In fashion photography, a photographer’s artistic inspiration must construe the cutting-edge trend of the time and result in immediate commercial hype for a particular fashion. When an ephemeral season in the fashion calendar is over, most images are quickly abandoned along with those old shoes once considered de rigueur on both runways and streets, but just like haute couture masterpieces, a few images live on to shine their timeless beauty even if only in the depth of our closets. They, like any fine work of art, tell stories of our time. In those works, the element of fashion, once at the top of its form and style, can only become a legacy of life.
Such profundity of life, expressed through the lens of French photographers, is the very fabric of the images in the exhibition “Theater of Fashion,” which opened last Friday at the Daelim Contemporary Art Museum in downtown Seoul. The Frenchness in the exhibition, co-organized by the museum and the French Embassy in Korea, is part of events commemorating the 120th anniversary of diplomatic relations between France and Korea.

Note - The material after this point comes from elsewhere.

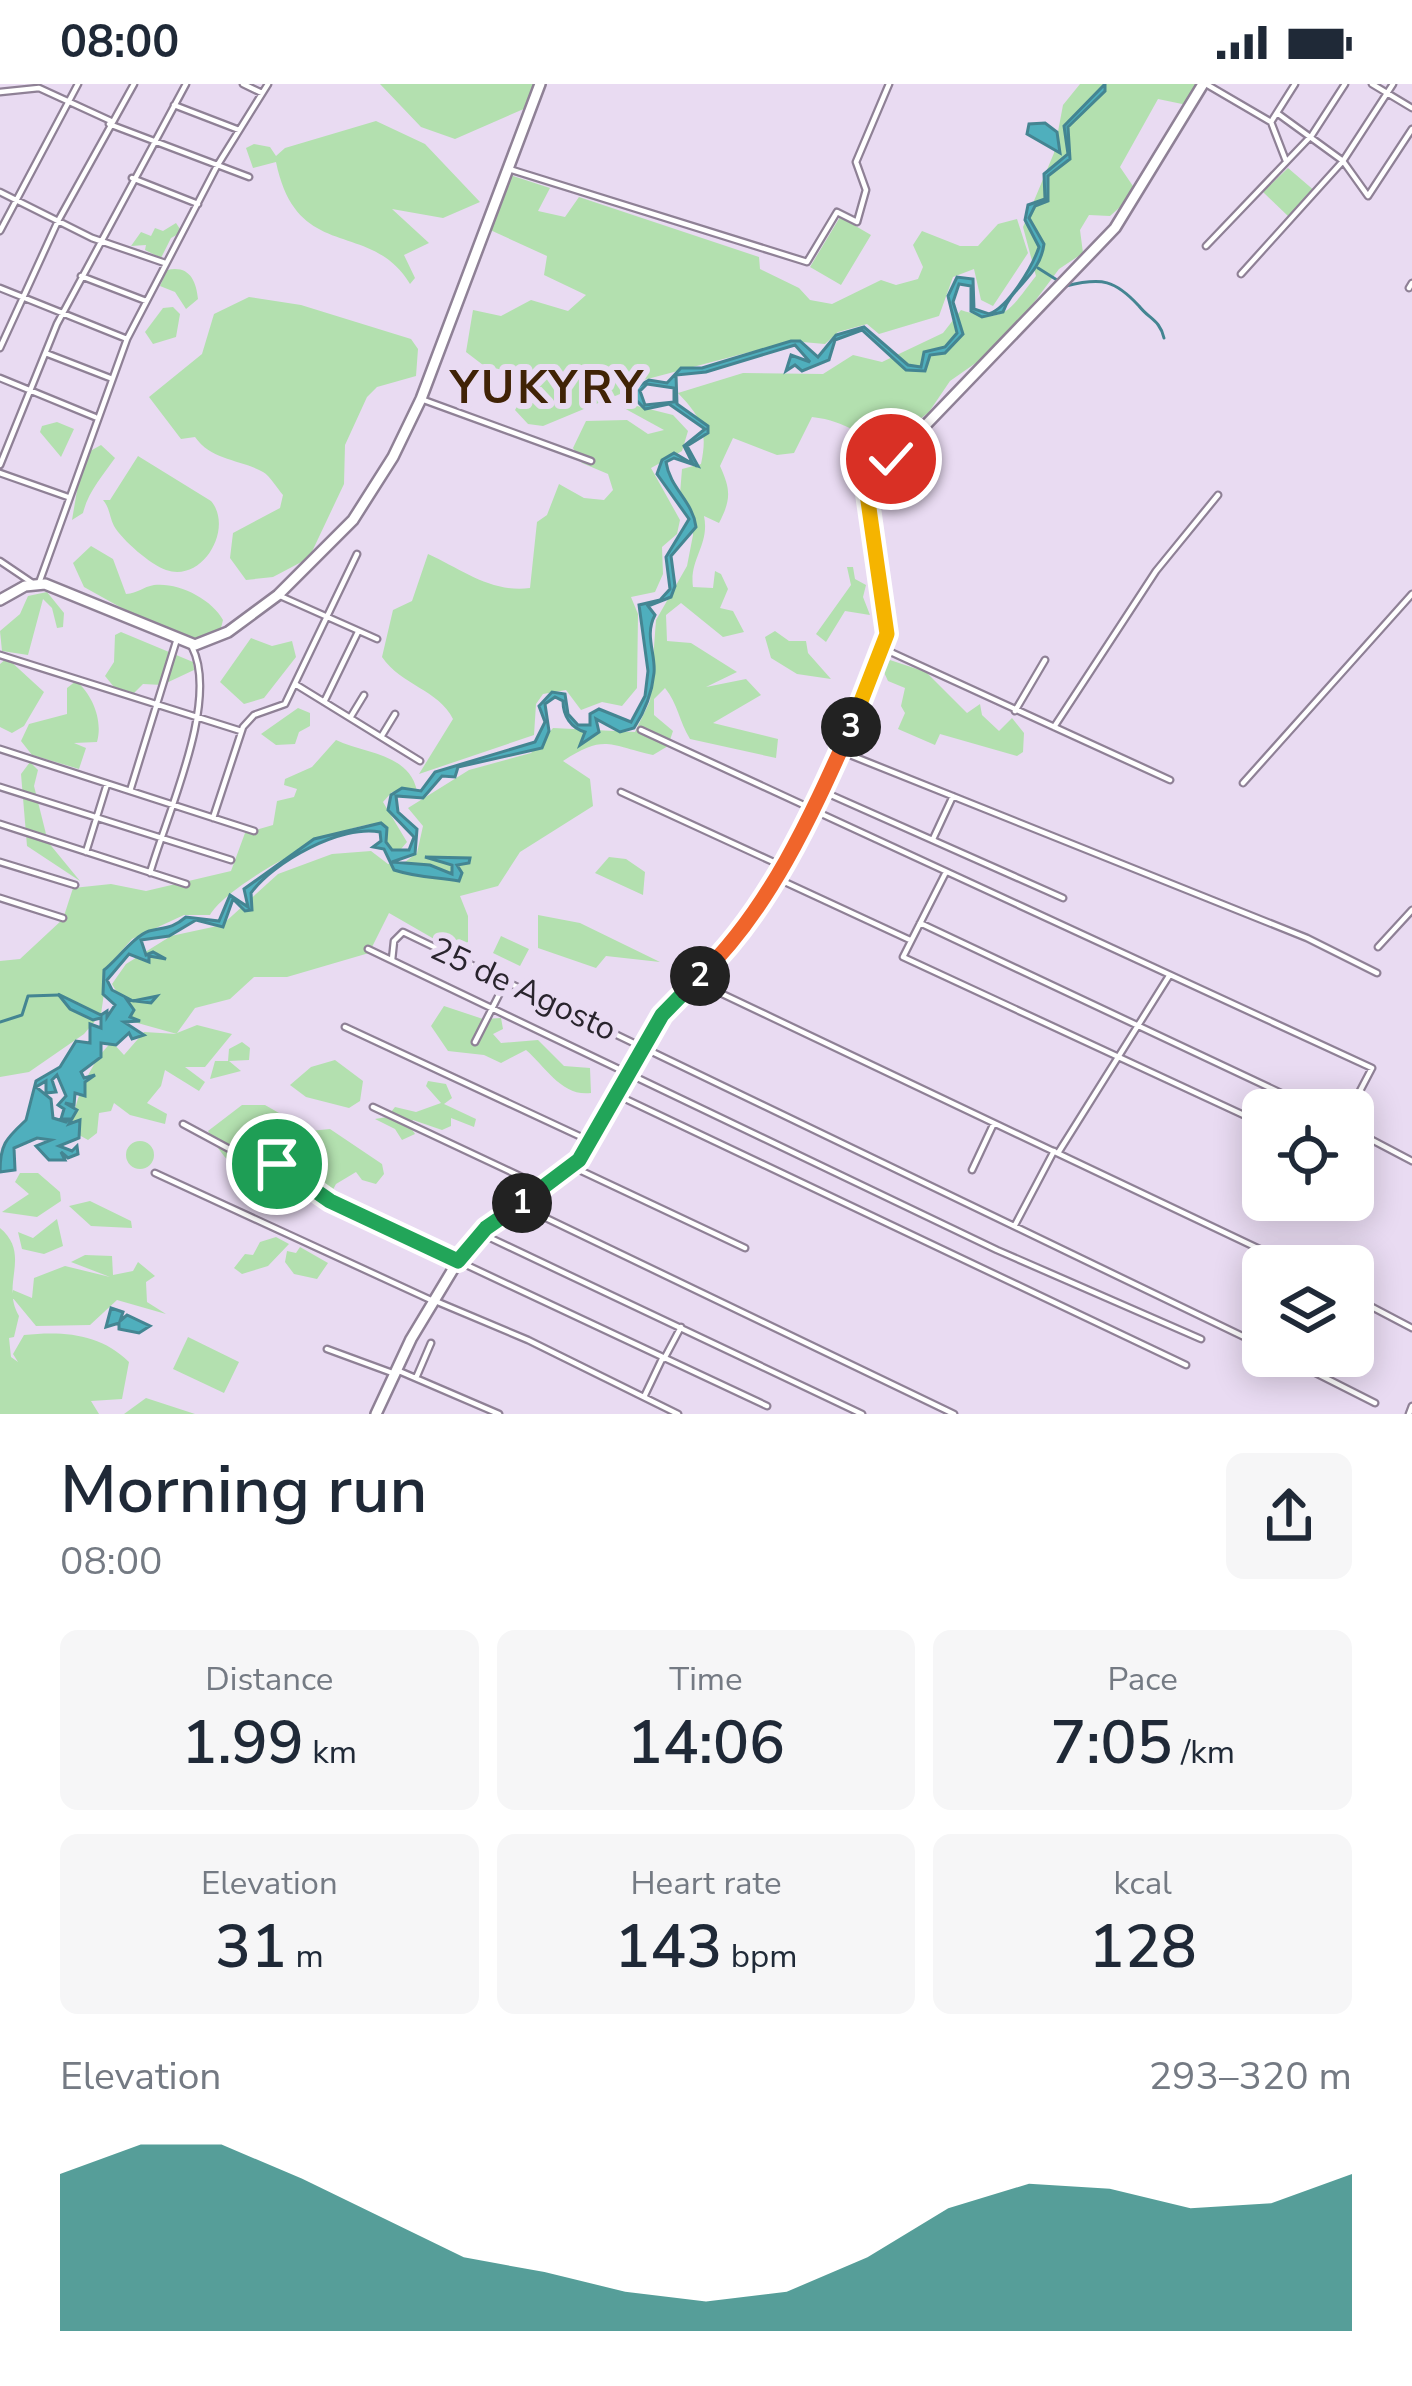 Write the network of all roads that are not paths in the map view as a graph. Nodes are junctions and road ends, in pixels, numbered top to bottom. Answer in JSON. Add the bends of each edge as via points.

Commissioned by Agnes de Gouvion Saint-cyr of the French Ministry of Culture and Communication, the 96 photographic images, including one video installation, one slide show and nine “look books,” realistic depictions of a particular season’s look, are part of a vast collection owned by the FNAC (Fonds National d’Art Contemporain). Korea is the only other country than Thailand to exhibit this photography collection, before it returns to France next month.
Ji Sang-hyun, the museum’s assistant curator, pointed out that the images by fashion photographers ― Valerie Belin, Sarah Moon, Frank Perrin, Gerard Uferas and Ines Van Lamsweerde, just to name a few ― accurately depicted the fashionable subject matter, works by world-renown fashion designers ― Christian Lacroix, Helmut Lang, Chanel, Yohji Yamamoto and the like ― while they embraced classic elements of photography.
“[The photography] is about a relationship between the body and the clothes. It’s also about the body and its environment and the architectural space surrounding the body,” Ms. Ji explained.
“In the frame of photography,” she said, “the expression can be cinematic,” referring to a glossy, wall-size color photograph of an Alexander McQueen fashion show, titled “Defile 008” (2004), by Frank Perrin.
Often included in fashion magazines are details artistically and momentarily captured before, during and after a fashion show ― be they the back of a high heel in motion, stiffly starched white collars being fixed by a stylist, or the gorgeous but tense face of a model.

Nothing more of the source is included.